_WORK REQUIRED_
In the entries that follow, find each line with the word "numbered" and copy it.

_ENTRIES SHOWN_
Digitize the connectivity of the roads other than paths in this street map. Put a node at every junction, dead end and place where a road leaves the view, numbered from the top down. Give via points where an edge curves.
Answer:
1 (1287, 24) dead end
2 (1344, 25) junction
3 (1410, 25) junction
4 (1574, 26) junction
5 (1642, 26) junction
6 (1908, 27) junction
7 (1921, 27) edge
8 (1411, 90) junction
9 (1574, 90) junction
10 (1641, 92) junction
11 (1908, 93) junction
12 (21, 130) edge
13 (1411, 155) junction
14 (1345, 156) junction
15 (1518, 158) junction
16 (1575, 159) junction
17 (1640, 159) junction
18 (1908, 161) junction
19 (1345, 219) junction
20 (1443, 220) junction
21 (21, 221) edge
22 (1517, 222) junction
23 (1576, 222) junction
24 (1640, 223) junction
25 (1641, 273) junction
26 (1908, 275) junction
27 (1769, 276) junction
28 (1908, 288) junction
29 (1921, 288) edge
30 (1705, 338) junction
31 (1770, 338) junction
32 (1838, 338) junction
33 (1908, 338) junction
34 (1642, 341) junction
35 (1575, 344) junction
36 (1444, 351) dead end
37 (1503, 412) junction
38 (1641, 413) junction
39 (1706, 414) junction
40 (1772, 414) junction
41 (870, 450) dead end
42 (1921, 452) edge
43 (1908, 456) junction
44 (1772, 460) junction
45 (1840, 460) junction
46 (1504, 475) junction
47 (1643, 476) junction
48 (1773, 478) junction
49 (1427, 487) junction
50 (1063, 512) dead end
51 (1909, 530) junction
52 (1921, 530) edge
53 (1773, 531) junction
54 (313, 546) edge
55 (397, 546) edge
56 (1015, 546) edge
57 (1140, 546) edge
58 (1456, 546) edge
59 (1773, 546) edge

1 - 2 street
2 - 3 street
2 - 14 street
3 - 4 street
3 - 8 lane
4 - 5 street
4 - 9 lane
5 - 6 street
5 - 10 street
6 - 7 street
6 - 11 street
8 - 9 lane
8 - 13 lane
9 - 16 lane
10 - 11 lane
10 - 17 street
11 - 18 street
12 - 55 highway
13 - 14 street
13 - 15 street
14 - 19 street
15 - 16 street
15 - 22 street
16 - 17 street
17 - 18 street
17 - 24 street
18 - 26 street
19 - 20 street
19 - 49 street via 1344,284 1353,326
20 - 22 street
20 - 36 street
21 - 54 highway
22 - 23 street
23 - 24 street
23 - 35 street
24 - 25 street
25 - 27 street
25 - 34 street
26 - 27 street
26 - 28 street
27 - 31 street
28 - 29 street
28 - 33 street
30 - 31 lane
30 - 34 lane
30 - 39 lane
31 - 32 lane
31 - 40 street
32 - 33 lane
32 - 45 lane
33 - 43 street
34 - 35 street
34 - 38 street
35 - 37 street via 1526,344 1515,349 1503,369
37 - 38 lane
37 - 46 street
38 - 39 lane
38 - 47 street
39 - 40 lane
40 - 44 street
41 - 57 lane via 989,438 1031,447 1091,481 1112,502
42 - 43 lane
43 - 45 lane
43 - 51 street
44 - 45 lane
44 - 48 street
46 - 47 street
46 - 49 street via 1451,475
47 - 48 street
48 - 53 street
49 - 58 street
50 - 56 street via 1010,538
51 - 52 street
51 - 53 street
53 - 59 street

---

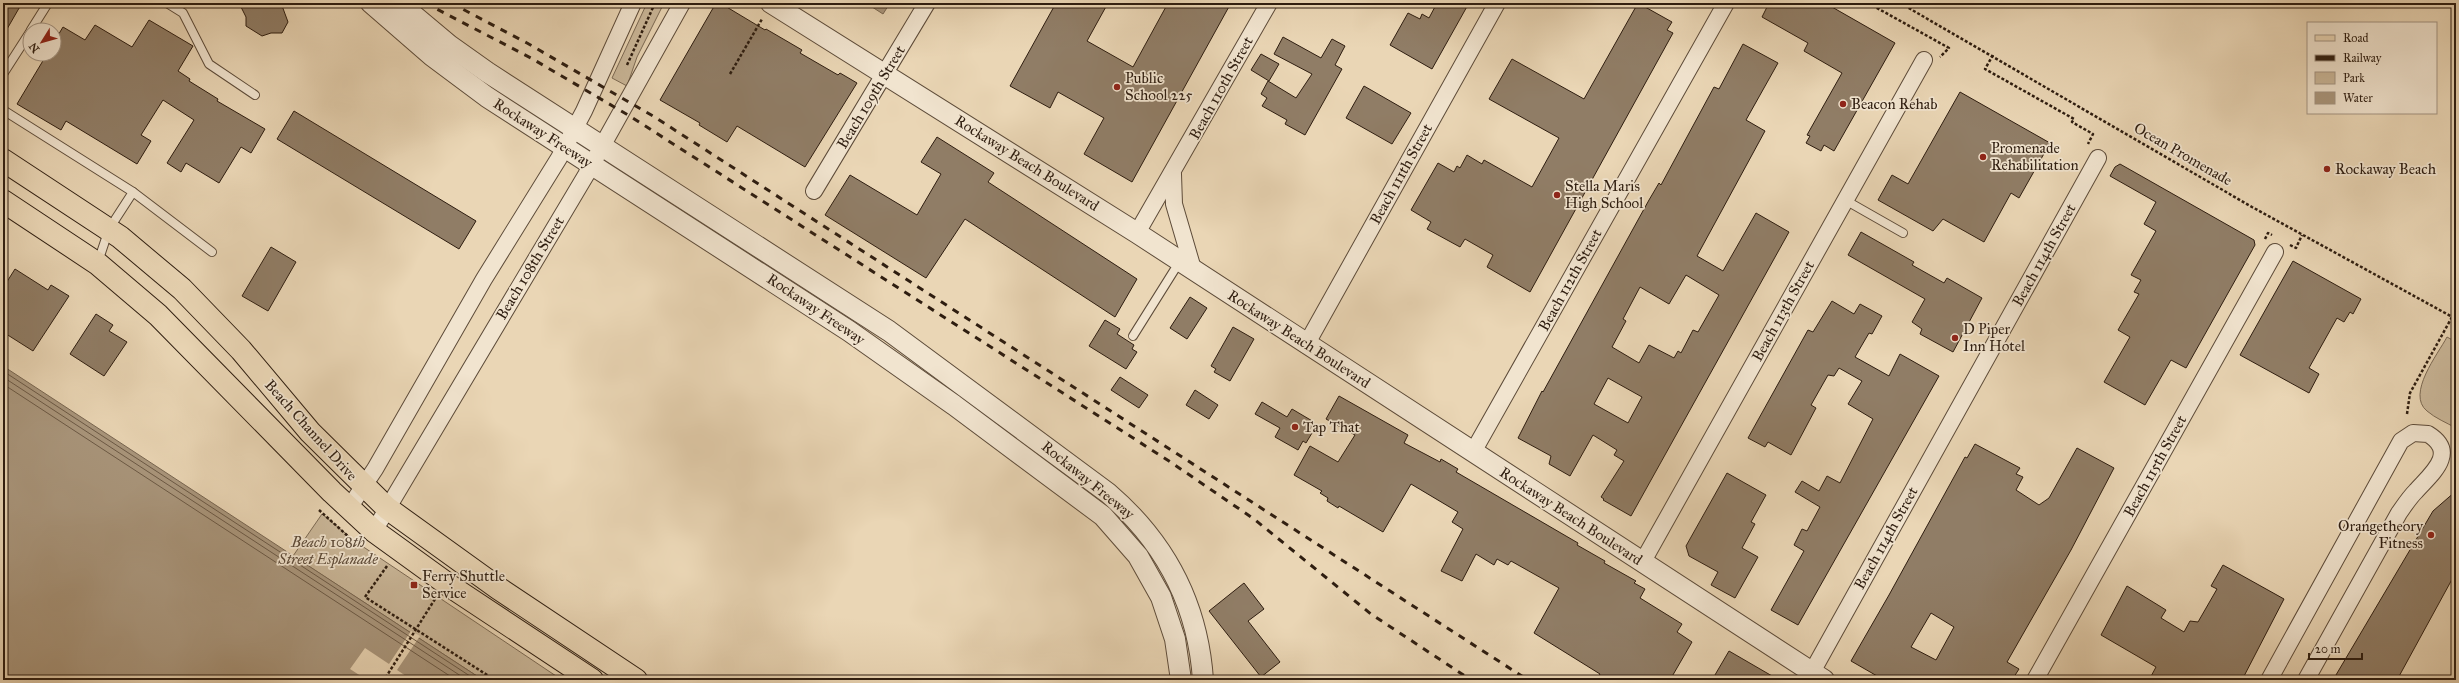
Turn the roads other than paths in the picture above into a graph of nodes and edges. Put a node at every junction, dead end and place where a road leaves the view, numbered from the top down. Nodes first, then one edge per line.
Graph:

_EXPECTED ANSWER_
Digitize the connectivity of the roads other than paths in this street map. Put a node at every junction, dead end and place where a road leaves the view, numbered from the top down. Give via points where an edge curves.
Turn the roads other than paths in the picture above into a graph of nodes and edges. Put a node at every junction, dead end and place where a road leaves the view, numbered from the top down. Nodes first, then one edge per line.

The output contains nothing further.